Rationale, aims and objectives: Randomized clinical trials (RCTs) have provided evidence for the efficacy of interferon beta (IFNbeta) in the treatment of relapsing-remitting multiple sclerosis (RRMS). The aim of this study was to evaluate the effectiveness of IFNbeta treatment in clinical practice.
Methods: This was a national, multicentre, observational study of patients with confirmed RRMS. Demographic, clinical and therapeutic data were retrospectively collected for each patient enrolled in the study.
Results: The study cohort consisted of 427 patients exposed to and 245 never exposed to IFNbeta treatment during the study period (for a total 2297 patient-years of follow-up).
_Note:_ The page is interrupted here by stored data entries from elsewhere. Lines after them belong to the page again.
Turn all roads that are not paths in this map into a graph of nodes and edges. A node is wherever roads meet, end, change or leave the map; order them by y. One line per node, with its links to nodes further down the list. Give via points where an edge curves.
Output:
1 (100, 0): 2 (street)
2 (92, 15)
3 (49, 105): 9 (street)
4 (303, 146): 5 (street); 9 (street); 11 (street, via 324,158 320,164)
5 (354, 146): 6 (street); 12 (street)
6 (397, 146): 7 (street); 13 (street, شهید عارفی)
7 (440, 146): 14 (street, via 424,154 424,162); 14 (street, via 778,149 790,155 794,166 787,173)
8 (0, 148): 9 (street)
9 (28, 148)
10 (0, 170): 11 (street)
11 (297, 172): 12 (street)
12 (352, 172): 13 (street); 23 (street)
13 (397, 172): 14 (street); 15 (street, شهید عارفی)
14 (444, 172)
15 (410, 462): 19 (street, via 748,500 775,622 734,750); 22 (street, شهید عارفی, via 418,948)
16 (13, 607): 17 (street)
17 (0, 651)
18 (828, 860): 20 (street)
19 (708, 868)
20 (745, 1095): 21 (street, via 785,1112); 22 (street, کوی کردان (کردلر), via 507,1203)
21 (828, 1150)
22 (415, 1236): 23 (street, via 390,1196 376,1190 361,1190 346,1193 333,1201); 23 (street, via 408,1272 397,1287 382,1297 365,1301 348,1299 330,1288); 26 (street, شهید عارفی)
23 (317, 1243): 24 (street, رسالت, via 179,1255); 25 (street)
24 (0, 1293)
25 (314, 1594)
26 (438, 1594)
Among the exposed patients, 215 were initially untreated and then began IFNbeta later in the follow-up period; 137 of these patients were exposed to IFNbeta for more than 2 years. In these patients, IFNbeta treatment reduced the mean relapse rate by 24.2%[95% confidence interval (CI): 5.8-42.5%]. For 640 of the 672 patients enrolled in the study, it was possible to calculate the area under the disability/time curve compared to that present at baseline. A total of 117 (18.3%) patients displayed disability progression. Adjustment of the disability progression rates for potential confounders and/or for propensity scores by Poisson regression model resulted in relative risks for patients exposed to IFNbeta treatment compared to those never exposed to IFNbeta of 0.87 (95% CI: 0.56-1.34) after an exposure of < or = 2 years, and of 0.35 (95% CI: 0.21-0.60) after an exposure of >2 years.
Conclusions: These findings suggest that the evidence from RCTs on the treatment of RRMS with IFNbeta has been effectively translated into routine clinical practice.